I still think flash-to-app would lead to flood of more crappy apps. Yes there are already too many crap apps. Flash-to-App will only multiply that number.

It would also lead to a bunch of good apps. Like there are good apps already. In fact, I'm willing to bet the percentage wouldn't even move one inch.

Maybe we'd even get Chibi Knight :cool: :

http://www.newgrounds.com/portal/view/526470

See how things look less gloomy when you think positive ?
 
Those "quad core" Suns were also very expensive quad socket systems. "In the day" there were no multi-core SPARC chips.

;)

I worked on one of those for 3 months before I was crushed under the burden of Sun's incompetence and fled. Single core, but 9-way issue, with up to 256 instructions in-flight. I was designing the scheduler. Had a massive 9-read port CAM. Crazy stuff.
 
What law is being broken?

1914 Clayton Antitrust Act, Section 3, which prohibits tie-ins and exclusive arrangements.

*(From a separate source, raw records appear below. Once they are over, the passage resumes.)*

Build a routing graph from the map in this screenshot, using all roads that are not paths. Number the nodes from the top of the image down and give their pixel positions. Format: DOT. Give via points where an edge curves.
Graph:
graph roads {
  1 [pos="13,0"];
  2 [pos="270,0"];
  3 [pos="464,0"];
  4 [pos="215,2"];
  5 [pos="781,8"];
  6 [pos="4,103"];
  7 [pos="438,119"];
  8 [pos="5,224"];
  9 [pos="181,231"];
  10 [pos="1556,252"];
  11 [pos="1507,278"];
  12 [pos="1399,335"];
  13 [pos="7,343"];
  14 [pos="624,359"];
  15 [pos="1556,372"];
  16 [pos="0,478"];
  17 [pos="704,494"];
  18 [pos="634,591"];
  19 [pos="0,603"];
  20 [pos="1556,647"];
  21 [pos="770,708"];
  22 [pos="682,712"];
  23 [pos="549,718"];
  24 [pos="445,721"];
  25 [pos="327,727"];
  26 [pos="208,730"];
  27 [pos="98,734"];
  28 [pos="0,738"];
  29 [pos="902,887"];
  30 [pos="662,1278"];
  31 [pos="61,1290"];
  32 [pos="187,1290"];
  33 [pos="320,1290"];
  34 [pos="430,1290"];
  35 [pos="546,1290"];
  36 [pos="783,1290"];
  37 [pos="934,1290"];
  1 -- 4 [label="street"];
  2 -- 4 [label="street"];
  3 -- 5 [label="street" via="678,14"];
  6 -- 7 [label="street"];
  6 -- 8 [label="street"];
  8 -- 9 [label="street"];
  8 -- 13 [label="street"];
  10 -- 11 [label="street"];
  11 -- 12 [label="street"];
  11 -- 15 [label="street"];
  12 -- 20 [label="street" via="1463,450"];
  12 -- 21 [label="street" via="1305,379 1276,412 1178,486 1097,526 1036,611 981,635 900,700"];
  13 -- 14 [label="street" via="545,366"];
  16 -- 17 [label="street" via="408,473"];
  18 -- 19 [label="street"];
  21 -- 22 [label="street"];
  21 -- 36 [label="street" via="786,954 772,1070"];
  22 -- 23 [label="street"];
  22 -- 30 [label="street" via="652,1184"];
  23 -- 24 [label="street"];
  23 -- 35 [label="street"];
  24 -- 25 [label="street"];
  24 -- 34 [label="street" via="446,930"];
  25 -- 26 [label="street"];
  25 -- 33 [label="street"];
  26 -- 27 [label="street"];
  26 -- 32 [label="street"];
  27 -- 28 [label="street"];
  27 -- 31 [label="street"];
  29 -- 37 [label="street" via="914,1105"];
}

Essentially, what Apple stipulates with the iPhone OS 4.0 SDK is you can ONLY use Apple's own development tools to write iPhone OS apps. It would be analogous to traveling between New York City and Washington, DC and the only choice of transportation is the Amtrak Acela commuter train and you can't drive a car, take a bus, or fly between these two cities.
 
1914 Clayton Antitrust Act, Section 3, which prohibits tie-ins and exclusive arrangements.

Essentially, what Apple stipulates with the iPhone OS 4.0 SDK is you can ONLY use Apple's own development tools to write iPhone OS apps. It would be analogous to traveling between New York City and Washington, DC and the only choice of transportation is the Amtrak Acela commuter train and you can't drive a car, take a bus, or fly between these two cities.

Unless I'm missing something, those rules apply only if Apple has market power. They are the third best-selling smartphone maker.
 
1914 Clayton Antitrust Act, Section 3, which prohibits tie-ins and exclusive arrangements.

Essentially, what Apple stipulates with the iPhone OS 4.0 SDK is you can ONLY use Apple's own development tools to write iPhone OS apps. It would be analogous to traveling between New York City and Washington, DC and the only choice of transportation is the Amtrak Acela commuter train and you can't drive a car, take a bus, or fly between these two cities.

As long as you have iPhone SDK installed and iPhone Simulator running you can use use Netbeans, Eclipse, GCC etc.